Direitos do Cidadão
MPF recomenda que faculdades da Bahia confirmem autodeclaração de candidatos a bolsas do Prouni
Mecanismos de heteroidentificação visam garantir que vagas reservadas a negros e indígenas sejam ocupadas por quem tem direito efetivo
Arte: Comunicação/MPF.
O Ministério Público Federal (MPF) enviou recomendação a 24 Instituições de Ensino Superior (IES) em Salvador e no interior da Bahia para que adotem mecanismos complementares à autodeclaração dos candidatos às bolsas do Programa Universidade para Todos (Prouni). A principal orientação é a criação de bancas de heteroidentificação, responsáveis por confirmar, com base no fenótipo, a veracidade das informações prestadas por candidatos que concorrem às vagas de cotas raciais.

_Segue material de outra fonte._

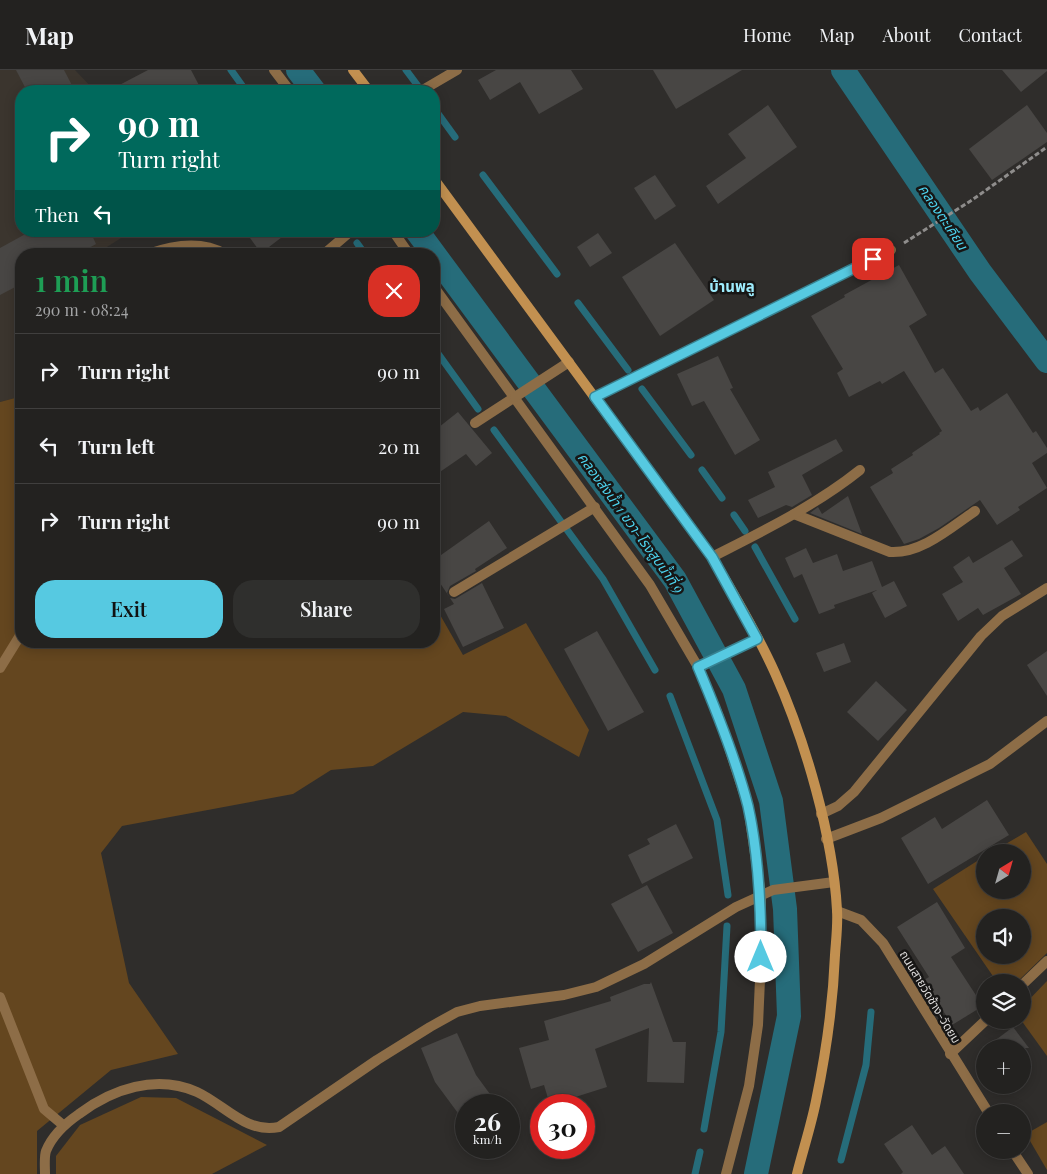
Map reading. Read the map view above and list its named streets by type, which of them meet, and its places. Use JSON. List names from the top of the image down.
{
  "streets": {
    "street": ["ถนนสายวัดช้าง-วัดยม"]
  },
  "districts": ["บ้านพลู"],
  "water": ["คลองตะเคียน", "คลองส่งน้ำ 1 ขวา-โรงสูบน้ำที่ 9"],
  "north": "top right",
  "page": {
    "header": "Map",
    "nav": [
      "Home",
      "Map",
      "About",
      "Contact"
    ],
    "turn": ["90 m", "Turn right"],
    "then": "Then",
    "heading": ["1 min", "290 m · 08:24"],
    "list": [
      {
        "name": "Turn right",
        "value": "90 m"
      },
      {
        "name": "Turn left",
        "value": "20 m"
      },
      {
        "name": "Turn right",
        "value": "90 m"
      }
    ],
    "buttons": ["Exit", "Share"],
    "map_buttons": ["+", "−"],
    "speed": "26 km/h",
    "limit": "30"
  }
}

O objetivo da medida é assegurar a efetividade das políticas afirmativas e evitar fraudes no acesso às bolsas destinadas a estudantes negros, pardos, indígenas e pessoas com deficiência.

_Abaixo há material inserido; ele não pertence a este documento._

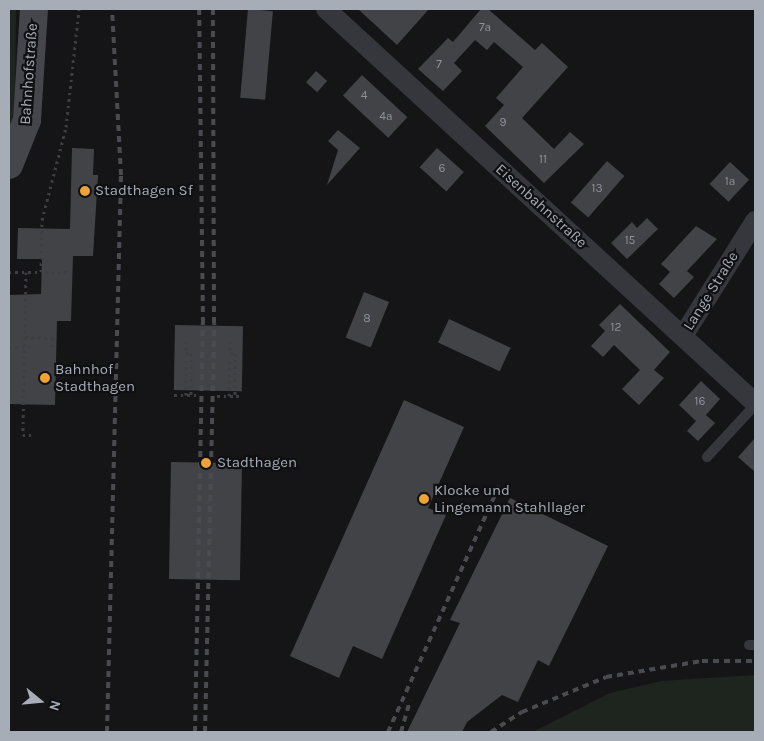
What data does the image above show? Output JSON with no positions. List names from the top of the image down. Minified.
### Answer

A recomendação foi assinada pelo procurador regional dos Direitos do Cidadão (PRDC) adjunto na Bahia, Ramiro Rockenbach. No documento, o procurador argumenta que as instituições devem cumprir o dever legal de aferir as informações prestadas pelos candidatos beneficiários do programa, conforme previsto na Lei nº 11.096/2005, que regulamenta o Prouni, e na Lei nº 14.350/2022, que aperfeiçoa sua sistemática de operação. Segundo o MPF, a simples autodeclaração não impede irregularidades e pode comprometer o objetivo da política pública.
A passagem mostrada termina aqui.